朱雀と呼ばれる少女からの敵意剥き出しの視線を感じながら俺は話した。
「さっきも言いましたが、あなたがマーキュリーのひとり、Uであると聞いてます。」
「だれから聞きやがった、ですか?」
それを答えると、その人が組に消されてしまう……なんてことはないよね。ないよね?
「えーと……」
「Eから、です?」
Eって誰だっけ。
E……え……え……えり? 英梨さん。ああ、田丸女子ね。
「そうです!」
弾みで言ってしまった。死なないで英梨さん。
「そうですが、正確には違います」
フォローのようにこう続けた。
最初はそう、白夜の野郎の口滑らせから始まったことではあるからな。
白夜のチャラい顔が浮かび、何故かムカついた。
「……まあいいや、です。それで私に何の用だ、です」
いちいちぎこちない言葉遣いに内心引っかかりながら、ここでようやくあげ続けていた両手を下げた。
急に命の危機を感じたり、コミュ障を再認識したりと、心の中が散らかり放題だが、とりあえず落ち着け俺。
ため息にも似た浅い深呼吸をして、さて本題へ繋ごう。
「岸絵さんはぶどこんが好きなんですか?」
この発言に岸絵はキョトンとした顔になった。そのまま顔を斜めに傾ける。
「……ぶどこん?」
態ととぼけている様には見えない。
この反応で俺は、緊張とも違う、自分の全身の毛穴が開くような感覚に襲われた。
一つの予感が強く湧き上がったからだ。
「ぶどうこんにゃく、っていう購買の自販機にある飲み物、というかゼリー? なんだけど」
「知らねえ、です。そんなものがあるとは初めて聞いた、です」
自分の鼻息が荒くなっていることに気付く事もなく、恐怖も丁寧語も忘れて更に質問する。
「じゃあ、俺の靴箱に報酬の手紙を入れたのは?」
「報酬? 手紙? 何のことを言ってやがる、ですか」
「……分からないのならいいんだ。ありがとう」
やっぱりそうだ。
俺に報酬を求めたのはこのUではない。
最初に俺が依頼した金髪で間違いないだろう。
まあそうでなくちゃおかしいんだけれど、白夜のあの「Uから頼まれて」という発言に翻弄された。
しかし、どういう事だろう。白夜の意図したミスリード?
にしてはあの焦り様は解せないし、そもそもそんな頭を白夜が持ち合わせているとは思えない。
結局、どういう経路にせよあの金髪がぶどこんを報酬として俺に寄こさせたのは間違いなさそうだ。
そうなると、白夜、だ。
あいつはぶどこん引渡しに関して、「違う奴から電話で依頼された」とも言っていた。
その「違う奴」ってのが金髪少女に近しい人間ってことなのか。
それとも白夜が咄嗟に誤魔化した嘘なのだろうか。
「春枝!!」
「ひゃい!」
脳内会議を黙々としていた俺に落雷したのはドスの利いた岸絵の声だった。
ジャーキングのように動いたため、パイプ椅子が少し後ろに動いた。
「さっきから黙りやがって、どうした、です?」
「いや! なんでもないです! すいません」
こう、考え始めると周りが見えなくなる俺の悪い癖を直したい。あと小心も。
とにかくだ。
白夜の行動や態度がいまいち理解できないことは確かだが、間違いなく俺に報酬を求めたあの手紙の主は金髪少女だ。

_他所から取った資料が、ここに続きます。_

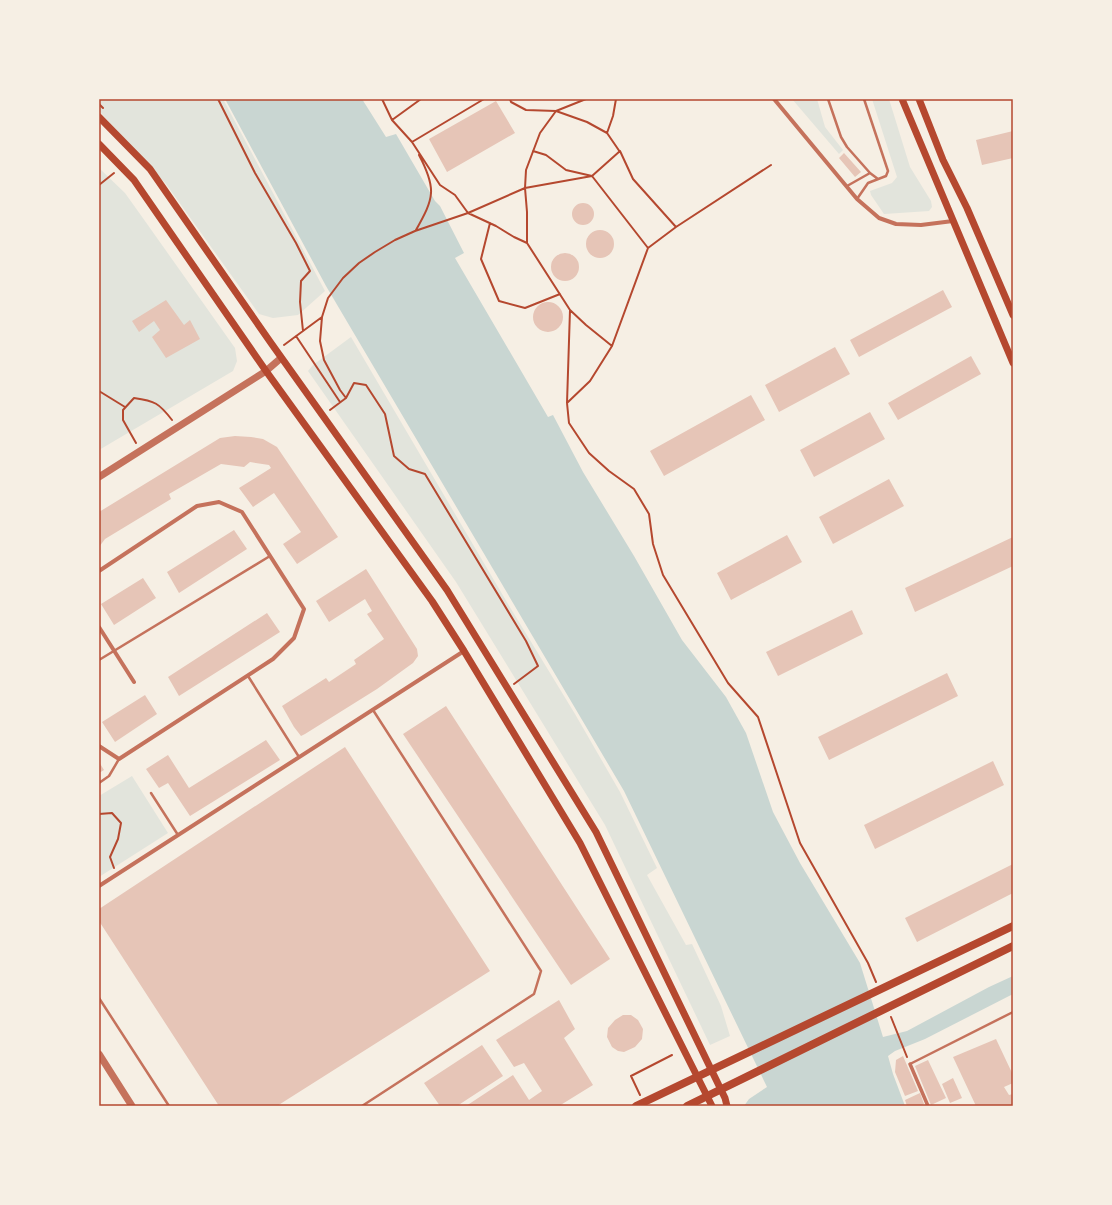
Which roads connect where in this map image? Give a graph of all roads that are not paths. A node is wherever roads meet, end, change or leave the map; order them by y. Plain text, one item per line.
1 (774, 99) edge
2 (828, 99) edge
3 (864, 99) edge
4 (902, 99) edge
5 (919, 99) edge
6 (99, 117) edge
7 (99, 144) edge
8 (870, 173) junction
9 (878, 179) junction
10 (847, 186) junction
11 (857, 199) junction
12 (953, 221) junction
13 (1013, 315) edge
14 (281, 358) junction
15 (1013, 363) edge
16 (266, 370) junction
17 (99, 477) edge
18 (270, 556) junction
19 (99, 570) edge
20 (99, 627) edge
21 (114, 650) junction
22 (464, 651) junction
23 (99, 660) edge
24 (248, 676) junction
25 (134, 682) dead end
26 (372, 710) junction
27 (99, 746) edge
28 (299, 757) junction
29 (119, 759) junction
30 (99, 783) edge
31 (150, 794) dead end
32 (178, 835) junction
33 (99, 886) edge
34 (1013, 926) edge
35 (1013, 946) edge
36 (99, 998) edge
37 (1013, 1012) edge
38 (99, 1054) edge
39 (910, 1064) joint
40 (639, 1104) edge
41 (132, 1106) edge
42 (169, 1106) edge
43 (362, 1106) edge
44 (687, 1106) edge
45 (712, 1106) edge
46 (727, 1106) edge
47 (928, 1106) edge

1 - 10 street
2 - 8 lane
3 - 9 lane
4 - 12 main road
5 - 13 main road
6 - 14 main road
7 - 16 main road
8 - 9 lane
8 - 10 lane
9 - 11 lane
10 - 11 street
11 - 12 street
12 - 15 main road
14 - 16 street
14 - 46 main road
16 - 17 street
16 - 22 main road
18 - 19 street
18 - 21 lane
18 - 24 street
20 - 21 street
21 - 23 lane
21 - 25 street
22 - 26 street
22 - 45 main road
24 - 28 lane
24 - 29 street
26 - 28 street
26 - 43 lane
27 - 29 street
28 - 32 street
29 - 30 lane
31 - 32 lane
32 - 33 street
34 - 40 main road
35 - 44 main road
36 - 42 lane
37 - 39 lane
38 - 41 street
39 - 47 street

そしてどうにか伝手を使い、白夜に受け取りをさせたという事だ。
その報酬は、あの週末のデート(笑)の報酬であり、金髪の差し金で現れた不憫なオースティンさんが、俺への「恋の答え」だと、そう金髪は言いたいのだろう。
皆目見当違い甚だしいと、浅はかだと、そう伝えねば気が済まない。
何度も諄いが、女性経験に疎かろうが免疫が無かろうが、楽しかろうが嬉しかろうが、そういう経験をしたかった訳ではない。

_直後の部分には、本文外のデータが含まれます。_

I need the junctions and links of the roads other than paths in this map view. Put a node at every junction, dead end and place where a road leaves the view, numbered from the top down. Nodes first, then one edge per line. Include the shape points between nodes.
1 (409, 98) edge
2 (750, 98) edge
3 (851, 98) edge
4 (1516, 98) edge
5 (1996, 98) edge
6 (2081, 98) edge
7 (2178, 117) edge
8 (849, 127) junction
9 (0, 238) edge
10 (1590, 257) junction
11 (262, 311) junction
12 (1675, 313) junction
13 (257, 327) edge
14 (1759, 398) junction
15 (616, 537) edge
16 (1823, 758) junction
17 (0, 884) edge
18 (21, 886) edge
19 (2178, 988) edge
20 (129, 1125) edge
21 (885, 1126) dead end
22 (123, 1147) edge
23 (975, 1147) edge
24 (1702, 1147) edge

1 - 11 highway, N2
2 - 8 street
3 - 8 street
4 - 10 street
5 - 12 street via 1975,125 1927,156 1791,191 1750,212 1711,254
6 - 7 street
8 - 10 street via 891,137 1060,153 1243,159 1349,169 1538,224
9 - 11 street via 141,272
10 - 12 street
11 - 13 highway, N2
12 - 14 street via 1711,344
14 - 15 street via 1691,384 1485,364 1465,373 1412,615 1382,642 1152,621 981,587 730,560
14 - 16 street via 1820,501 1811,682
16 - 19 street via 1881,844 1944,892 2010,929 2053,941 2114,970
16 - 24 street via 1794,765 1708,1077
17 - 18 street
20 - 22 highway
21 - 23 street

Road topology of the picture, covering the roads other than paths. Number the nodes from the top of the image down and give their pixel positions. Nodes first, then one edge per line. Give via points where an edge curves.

そういう経験を望んで、恥を忍んで(というか無意識にだけど)黒川に「恋」の意味を尋ねた訳ではない。
俺はもっとこう、根本的な、概念というか定義を知りたかっただけなのだ。
まあ、あらすじでおれ自身が感情に関するものは経験することでしか納得できない云々と言っていた気はするが……。

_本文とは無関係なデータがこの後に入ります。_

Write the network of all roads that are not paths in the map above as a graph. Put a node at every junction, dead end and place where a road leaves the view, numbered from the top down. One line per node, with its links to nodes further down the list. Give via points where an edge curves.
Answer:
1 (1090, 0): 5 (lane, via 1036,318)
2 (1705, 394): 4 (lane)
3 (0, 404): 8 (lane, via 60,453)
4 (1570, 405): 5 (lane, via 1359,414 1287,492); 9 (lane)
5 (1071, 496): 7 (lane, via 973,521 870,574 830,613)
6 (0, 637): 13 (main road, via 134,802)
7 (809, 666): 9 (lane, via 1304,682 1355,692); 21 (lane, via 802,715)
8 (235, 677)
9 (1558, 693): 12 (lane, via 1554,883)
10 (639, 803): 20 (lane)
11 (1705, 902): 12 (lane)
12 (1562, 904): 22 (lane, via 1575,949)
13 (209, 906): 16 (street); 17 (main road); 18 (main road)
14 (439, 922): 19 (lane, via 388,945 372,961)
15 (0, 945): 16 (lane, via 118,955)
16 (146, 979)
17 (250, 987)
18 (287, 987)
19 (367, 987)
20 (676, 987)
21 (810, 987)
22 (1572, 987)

オースティンをあてがい、その感情の経験の発生の可能性に賭けた、という事なんだろうか。
なんにせよ金髪よ、お前に文句を言いたくて仕方がないぞ……。
オースティン――。
ふわりとその顔を思い出しながら制服の内ポケットに手を当てる。
「考え事なら余所でやりやがれ、です」
再び脳内会議に入り込む俺に舌打ちを決めた岸絵は呆れたような顔でセリフを吐き捨て、立ち上がった。
ガラガラとパイプ椅子の動く音とともに机の下の小学生――まがいの朱雀もシュバッっと出てきた。
岸絵は鞄から大きなマフラーを取りだし、目を閉じながらクルクルと自分の首に巻く。
顔の下半分が埋まるくらい大きい。にしても五月でマフラーって……。
「春枝、行くぞ、です。」
「あ、はい。……え?」
「え、じゃねえ、です。わたしの正体を知って、タダで帰す訳ァねえだろう、です」
「そうじゃボンクラ! はよ準備せんかい! お嬢を待たせるんじゃねえ!」
ええと…………。
……命の危機? 組の人の所へ連行とかですか?
「ああ、ああと、あの俺カバン教室のロッカーに置いてきたから、ここで失礼します」
「そんなもんどうでもええじゃろうが!! お嬢を待たせていい思ってんのかボンクラァ!!」
「朱雀!!」
ぴーぴーうるさい朱雀を岸絵がぴしゃりと一喝。
この光景何回目だよ。
「しかしお嬢、コイツが……」
「春枝、正面玄関で待っててやるから、取りに行ってきな、です」
不敵にほほ笑む岸絵。
やばい。どうなるのこれから俺。
ここで再び、背中に冷や汗が伝った。